ProQuest has a detailed guide on using the Visualizations platform as well as instructions on how to create an account.

ProQuest TDM Studio Workbench

The Workbench Dashboard allows researchers to create large datasets with access to a Jupyter Notebook environment where researchers can apply programmatic methods in Python or R to interrogate their chosen content. Metadata can be exported to work with in other environments. Researchers can access their institution’s ProQuest content as well as upload their own within the Workbench. For a video walkthrough of the Workbench Dashboard visit the TDM Studio LibGuide TDM Studio Workbench Dashboard Walkthrough.

 

  • One (1) research team at a time, consisting of a maximum of TDM Studio accounts available for five (5) research team members.
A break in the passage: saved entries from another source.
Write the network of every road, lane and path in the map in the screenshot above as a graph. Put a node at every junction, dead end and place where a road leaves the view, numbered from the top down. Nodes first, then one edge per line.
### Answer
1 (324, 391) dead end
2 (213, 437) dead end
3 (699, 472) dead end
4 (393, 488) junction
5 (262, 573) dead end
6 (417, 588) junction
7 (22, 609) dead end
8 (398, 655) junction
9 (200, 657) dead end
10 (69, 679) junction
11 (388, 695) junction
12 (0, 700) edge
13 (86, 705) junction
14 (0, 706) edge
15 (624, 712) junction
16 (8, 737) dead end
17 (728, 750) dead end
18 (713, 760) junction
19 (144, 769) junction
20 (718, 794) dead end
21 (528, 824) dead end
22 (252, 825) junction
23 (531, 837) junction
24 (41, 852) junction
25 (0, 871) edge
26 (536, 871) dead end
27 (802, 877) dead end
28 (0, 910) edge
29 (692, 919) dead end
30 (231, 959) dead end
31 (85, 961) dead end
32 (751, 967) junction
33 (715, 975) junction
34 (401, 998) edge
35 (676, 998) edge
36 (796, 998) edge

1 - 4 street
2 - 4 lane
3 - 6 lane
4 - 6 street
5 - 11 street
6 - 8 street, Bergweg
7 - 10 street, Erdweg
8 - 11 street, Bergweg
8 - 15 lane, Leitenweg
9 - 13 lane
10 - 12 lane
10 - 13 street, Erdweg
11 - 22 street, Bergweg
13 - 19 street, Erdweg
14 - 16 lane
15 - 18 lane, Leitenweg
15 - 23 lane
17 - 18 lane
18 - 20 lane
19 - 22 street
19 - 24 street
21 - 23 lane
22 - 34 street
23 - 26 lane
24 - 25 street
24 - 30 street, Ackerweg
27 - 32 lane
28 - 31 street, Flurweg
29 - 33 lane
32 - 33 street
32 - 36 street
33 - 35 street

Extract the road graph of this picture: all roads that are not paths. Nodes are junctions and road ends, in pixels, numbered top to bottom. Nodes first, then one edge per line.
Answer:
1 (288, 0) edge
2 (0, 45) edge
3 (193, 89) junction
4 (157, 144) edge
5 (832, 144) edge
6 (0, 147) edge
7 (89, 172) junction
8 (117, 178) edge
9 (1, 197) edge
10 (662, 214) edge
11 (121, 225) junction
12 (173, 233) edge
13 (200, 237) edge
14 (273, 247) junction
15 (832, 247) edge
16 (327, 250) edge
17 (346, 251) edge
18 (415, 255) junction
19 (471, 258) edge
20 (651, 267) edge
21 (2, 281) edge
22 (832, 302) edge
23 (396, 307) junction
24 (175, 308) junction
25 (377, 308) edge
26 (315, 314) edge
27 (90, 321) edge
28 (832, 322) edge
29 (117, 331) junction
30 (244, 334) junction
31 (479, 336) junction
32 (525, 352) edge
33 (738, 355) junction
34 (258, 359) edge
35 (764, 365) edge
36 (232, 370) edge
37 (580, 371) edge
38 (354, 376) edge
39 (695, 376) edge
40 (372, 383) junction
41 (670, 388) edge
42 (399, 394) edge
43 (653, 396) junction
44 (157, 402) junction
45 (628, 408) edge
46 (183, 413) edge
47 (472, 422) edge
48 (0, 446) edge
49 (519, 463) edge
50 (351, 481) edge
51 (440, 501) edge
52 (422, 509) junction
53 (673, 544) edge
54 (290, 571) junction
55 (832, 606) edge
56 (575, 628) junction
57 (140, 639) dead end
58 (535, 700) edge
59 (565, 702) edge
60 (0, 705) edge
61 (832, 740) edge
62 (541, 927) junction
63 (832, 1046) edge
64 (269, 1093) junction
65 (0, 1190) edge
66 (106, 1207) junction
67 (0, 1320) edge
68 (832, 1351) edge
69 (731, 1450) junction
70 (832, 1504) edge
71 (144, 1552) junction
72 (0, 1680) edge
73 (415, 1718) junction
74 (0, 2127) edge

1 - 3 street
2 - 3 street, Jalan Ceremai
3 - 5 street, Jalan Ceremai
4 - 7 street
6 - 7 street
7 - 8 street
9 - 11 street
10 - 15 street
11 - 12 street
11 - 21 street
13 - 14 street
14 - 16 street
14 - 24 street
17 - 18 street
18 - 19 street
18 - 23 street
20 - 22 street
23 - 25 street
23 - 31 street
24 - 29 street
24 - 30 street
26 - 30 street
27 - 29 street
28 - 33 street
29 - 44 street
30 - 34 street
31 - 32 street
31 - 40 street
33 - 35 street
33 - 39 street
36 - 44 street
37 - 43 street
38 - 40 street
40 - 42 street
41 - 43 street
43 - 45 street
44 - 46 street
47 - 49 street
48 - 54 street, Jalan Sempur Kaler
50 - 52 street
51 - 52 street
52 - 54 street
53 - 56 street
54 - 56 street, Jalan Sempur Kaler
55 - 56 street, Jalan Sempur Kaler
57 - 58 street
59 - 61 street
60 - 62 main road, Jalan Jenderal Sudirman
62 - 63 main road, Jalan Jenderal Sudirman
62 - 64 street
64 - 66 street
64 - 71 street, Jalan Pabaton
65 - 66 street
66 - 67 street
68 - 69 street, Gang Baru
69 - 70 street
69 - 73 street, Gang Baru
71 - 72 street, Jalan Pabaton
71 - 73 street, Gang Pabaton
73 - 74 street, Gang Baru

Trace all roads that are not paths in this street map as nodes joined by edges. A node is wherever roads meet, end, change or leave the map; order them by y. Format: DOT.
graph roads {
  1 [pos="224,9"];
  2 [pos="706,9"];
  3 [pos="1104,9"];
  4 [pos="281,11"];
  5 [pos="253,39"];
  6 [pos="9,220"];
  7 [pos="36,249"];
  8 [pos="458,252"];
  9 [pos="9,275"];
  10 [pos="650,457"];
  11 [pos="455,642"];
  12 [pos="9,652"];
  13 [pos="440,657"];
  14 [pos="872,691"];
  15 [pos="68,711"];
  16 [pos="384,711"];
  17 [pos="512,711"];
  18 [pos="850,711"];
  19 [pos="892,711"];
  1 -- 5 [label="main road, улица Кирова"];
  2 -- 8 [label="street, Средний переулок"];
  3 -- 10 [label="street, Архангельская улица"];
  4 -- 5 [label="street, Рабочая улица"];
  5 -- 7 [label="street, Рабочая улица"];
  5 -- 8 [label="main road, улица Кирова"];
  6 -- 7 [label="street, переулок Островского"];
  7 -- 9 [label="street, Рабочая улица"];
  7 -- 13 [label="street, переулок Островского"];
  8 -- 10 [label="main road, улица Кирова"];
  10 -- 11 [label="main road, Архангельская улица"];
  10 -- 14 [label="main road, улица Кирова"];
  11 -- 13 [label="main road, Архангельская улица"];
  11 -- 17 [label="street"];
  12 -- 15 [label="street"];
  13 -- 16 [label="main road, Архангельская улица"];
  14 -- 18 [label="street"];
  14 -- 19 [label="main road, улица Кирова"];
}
The person making the request must be from SU, team members can be from other institutions.
  • Workbenches can be used for one month. Extensions can be made as long as there are no other teams waiting.
  • A limit of ten (10) total simultaneous datasets created and saved by a research team within the TDM Studio platform at any one time
  • The volume of each dataset should be limited to half a million sources (item records) or fewer when possible. Each dataset can have up to two million documents.
  • A maximum limit of 15mb per week is available for export outside of the TDM Studio environment. Please note that the corpus of text remains in the TDM Studio. Those datasets cannot be exported, only programs and resulting secondary analysis.